Todros led a life of adventures, and "prosperous sensuality" and this sexual realism with some degree of lustfulness gets reflected in many of his poems.

she is so ignorant, of intercourse she knows nothing.
 But every Arab girl has charm and beauty
which capture the heart and alleviate frustration.
She looks as lovely as if dressed in golden embroidery,
 nevertheless she is naked. And at the right moment she pleases;
 She knows all about fornication and is adept at lechery.

Abulafia's poems continue the tradition of the troubadours who were always welcomed in the court of Alfonso the Wise, and this "troubadouresque fin’amor" is not found in Andalusian Hebrew tradition.

...Truly, it is enough for the man who loves her

to see her or to hear her words!

It is doctrine for every nobleman to make his life

a treadstone for her, and to lick the dust from her foot!

To suffer completely for her love,

for truly then God shall multiply her reward!

I shall set my heart to serve my love for her for ever

Never shall I ask for her to set me free!

As long as the sun rises in the East, or

As long as the birds sing of her!”

In discussing Abulafia's poetry, Peter Cole states: "Above all, Todros’s work is distinguished by its freshness and candor: he managed to introduce a vivid (though not always straight forward) personal dimension into his verse that went well beyond anything medieval Hebrew poetry had seen before him. He filled the classical conventions with irony, turned them on their heads, or did away with them altogether and created new poetic space in which to work."

==Translation challenges==
Translation of Abulafia's poems, as well as other medieval poems written in Hebrew, presents some challenges because some words could be interpreted with several meanings. A good example of such challenge is the poem "Figs". Asking a friend for some figs, the poet writes: "[S]end a ripening fig, give a portion for seven of them, even for eight." The next line of the poem was translated as "And in return, here is my flatus." The Hebrew word used in the poem was zemorah that means "vine twig". Howard Tzvi Adelman from Queen's University says that "Zemorah means 'penis' and 'fig,' a reference to 'vagina.' I think that this is a sexual and not a scatological reference; both, however, fit the category of the grotesque. The next line—'Henceforth I won't give it to strangers'—could fit either way."
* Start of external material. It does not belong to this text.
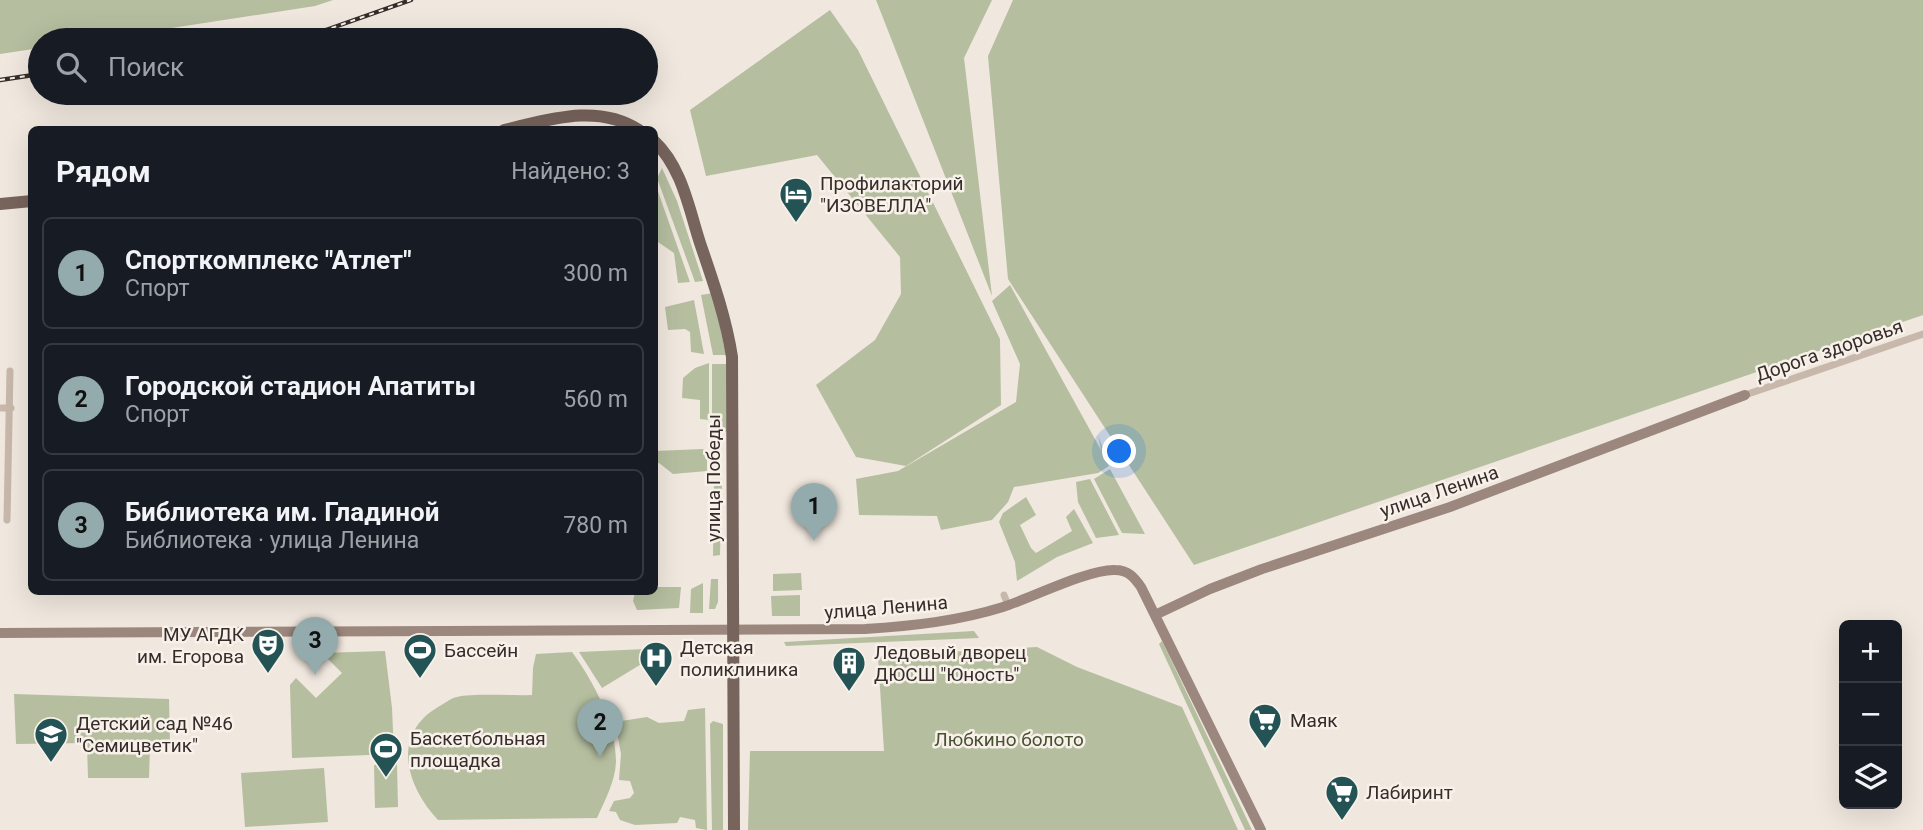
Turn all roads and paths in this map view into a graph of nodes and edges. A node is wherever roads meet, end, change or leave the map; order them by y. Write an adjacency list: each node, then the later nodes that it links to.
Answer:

==Gan HaMeshalim veHaHidot==
Little is known about the poet's life after 1298. After his death, his poetry was almost forgotten for more than six hundred years. Then the diwan was discovered and copied in 17th century Egypt. For the next few centuries, this copied manuscript traveled between Iraq and India, changing hands among antiquarian collectors from different countries. In the late 1800s, the manuscript became the property of Sha'ul 'Abdullah Yosef, an Iraqi scholar and businessman, who obtained the manuscript while working in Hong Kong. (It is unclear how the manuscript got to Hong Kong.) Yosef understood the manuscript's value because he was very knowledgeable in Hebrew. After his death in 1906, the manuscript became the possession of David Yellin, who was a leading scholar in medieval Hebrew poetry at that time. Yellin published the manuscript between 1934 and 1937 in three volumes, adding around twelve hundred poems to "the medieval Hebrew canon".